Some of the more noteworthy Section 337 investigations (from a legal issue perspective) in which Spence has participated are listed below:
Certain Acid-washed Denim Garments and Accessories, Inv. No. 337-TA-324 (successfully argued that the Commission, once it has determined to review an Administrative Law Judge's initial determination, should review the factual portions of the determination de novo rather than under a "clearly erroneous" standard).
Certain Agricultural Tractors under 50 Power Take-off Horsepower, Inv. No. 337-TA-380 (successfully argued that, in a gray market trademark case, "material differences" between the U.S.-authorized and gray market goods can include foreign language labels on the imported goods).
Certain Baseband Processor Chips and Chipsets, Transmitter and Receiver (Radio) Chips, Power Control Chips, Inv. No. 337-TA-543 (history-making remedy and public interest case).
Certain Carrier Materials Bearing Ink Compositions to Be Used in a Dry Adhesive-free Thermal Transfer Process and Signfaces Made by Such a Process, Inv. No. 337-TA-294 (successfully negotiated the payment of the Commission's first-ever civil penalty).
Certain Cast Steel Railway Wheels, Inv. No. 337-TA-655 (in a trade secrets case, successfully argued that the Commission may find that a domestic industry exists that is threatened with substantial injury, even though no domestic manufacturer is currently practicing the protected process, where there are domestic production and sales of products that are targeted by the respondents' unfair acts).
Certain Digital Satellite System (DSS) Receivers, Inv.

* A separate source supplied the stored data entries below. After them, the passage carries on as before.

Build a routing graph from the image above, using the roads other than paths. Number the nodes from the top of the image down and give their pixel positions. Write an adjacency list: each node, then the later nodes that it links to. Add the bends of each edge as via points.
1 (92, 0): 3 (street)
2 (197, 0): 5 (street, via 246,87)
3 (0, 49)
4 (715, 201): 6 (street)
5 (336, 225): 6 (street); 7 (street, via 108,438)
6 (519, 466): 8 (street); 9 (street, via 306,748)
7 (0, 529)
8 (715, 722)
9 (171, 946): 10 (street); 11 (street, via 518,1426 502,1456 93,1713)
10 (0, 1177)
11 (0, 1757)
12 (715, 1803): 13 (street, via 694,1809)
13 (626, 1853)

No. 337-TA-392 (first case where a complainant -- and OUII -- successfully argued that there was a domestic industry based solely on complainant's patent licensing activities).

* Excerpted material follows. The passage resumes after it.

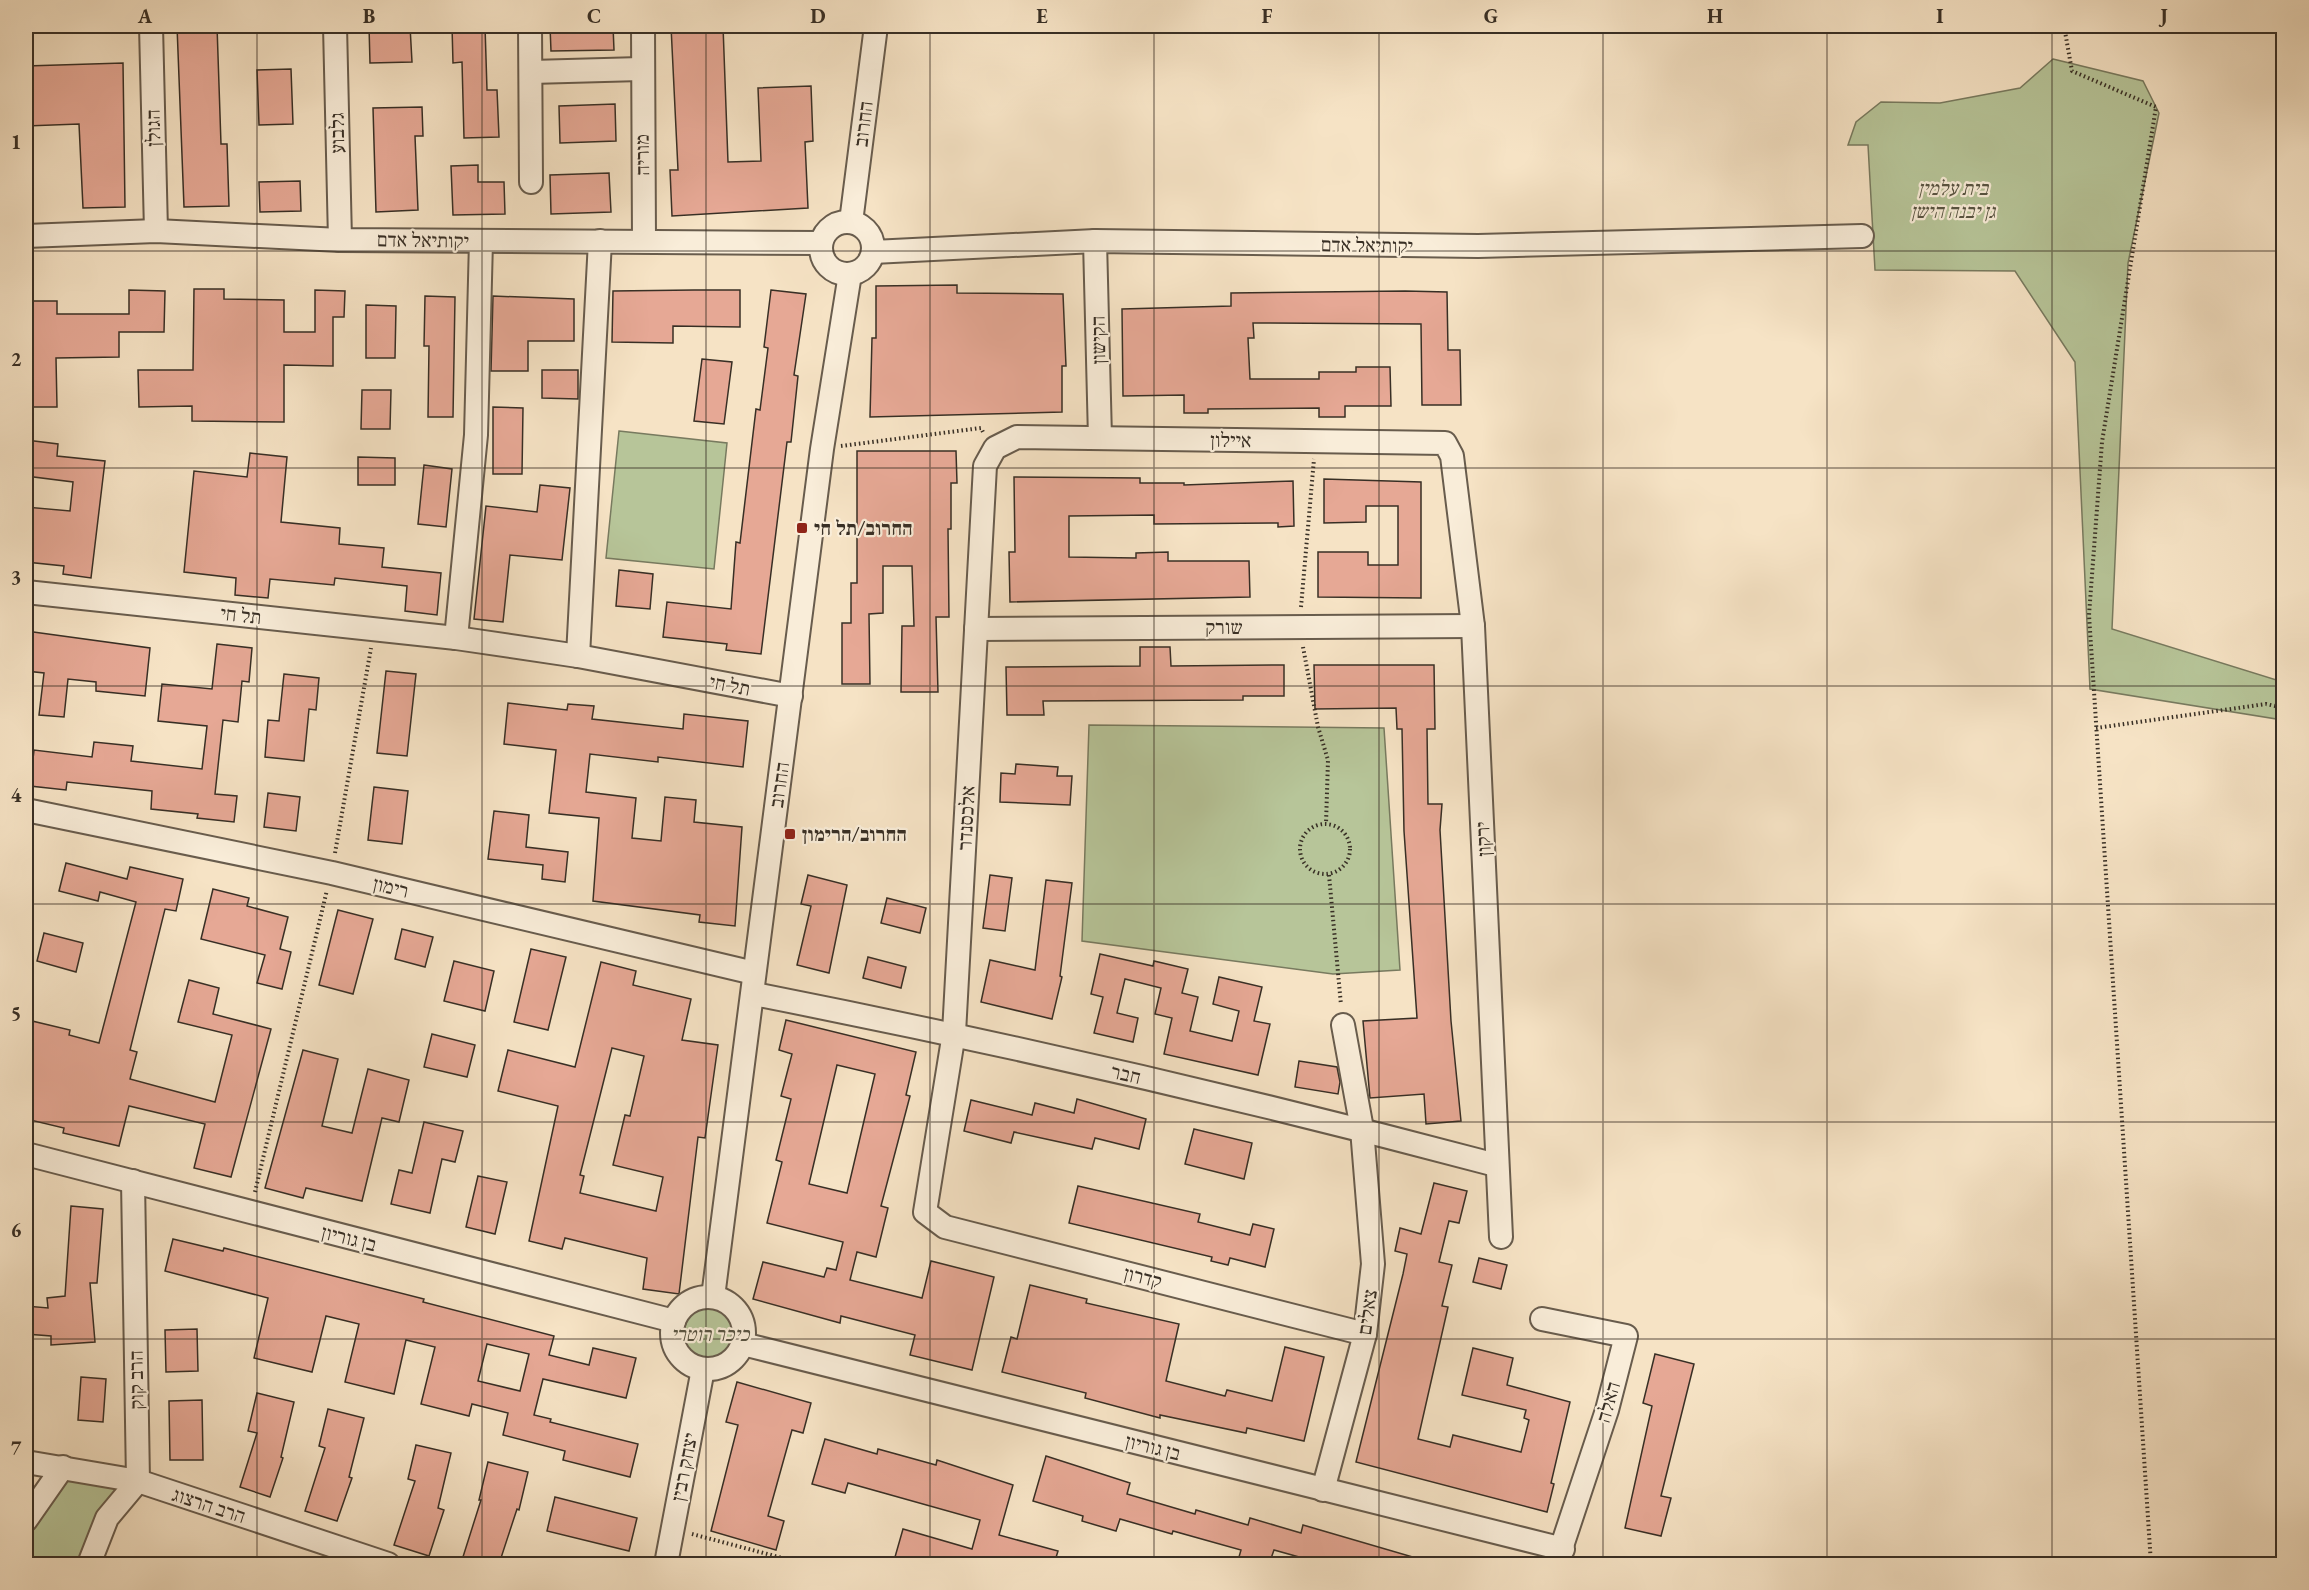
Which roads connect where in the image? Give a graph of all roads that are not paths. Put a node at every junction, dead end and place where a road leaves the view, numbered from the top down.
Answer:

Certain Electronic Devices, Including Wireless Communication Devices, Inv. No. 337-TA-794 (represented Apple in its defensive ITC action against Samsung, an important piece of the global Apple-Samsung smartphone dispute, which was litigated to final decisions by the ITC and the U.S. Trade Representative).
Certain Hardware Logic Emulation Systems, Inv. No. 337-TA-383 (successfully argued that a Commission cease and desist order should cover electronic transmissions coming from outside the United States).
Certain Lens-Fitted Film Packages, Inv. No. 337-TA-406 (precedent-setting investigation in several areas, including patent exhaustion, due process, and the repair/reconstruction doctrine).
Certain Microsphere Adhesives, Process for Making Same, and Products Containing Same, Including Self-stick Repositionable Notes, Inv. No. 337-TA-366 (successfully argued that, in order to establish a domestic industry, a complainant does not have to practice the asserted claims of the patent at issue as long as it practices at least one claim of the patent).
Certain Neodymium-Iron-Boron Magnets, Inv. No. 337-TA-372 (successfully argued that the ITC has the authority to impose civil penalties for violations of a consent order to the same extent that it does for violations of a cease and desist order).
Certain Plastic Encapsulated Integrated Circuits, Inv. No. 337-TA-315 (led a team that brought and litigated a self-initiated (i.e., OUII-initiated) enforcement proceeding against a respondent for violations of a Commission cease and desist order).
Certain Recombinantly Produced Human Growth Hormones, Inv. Nos. 337-TA-358, 603-TA-11 (supervised OUII's conduct of a specialized preliminary investigation under Section 603 of the Trade Act of 1974, 19 USC §2482).
Certain Sputtered Carbon Coated Computer Disks and Products Containing Same, Including Disk Drives, Inv. No. 337-TA-350 (successfully argued that Section 337 covers products that are made by a patented process in the United States, then exported, placed into a downstream device abroad, and subsequently reimported).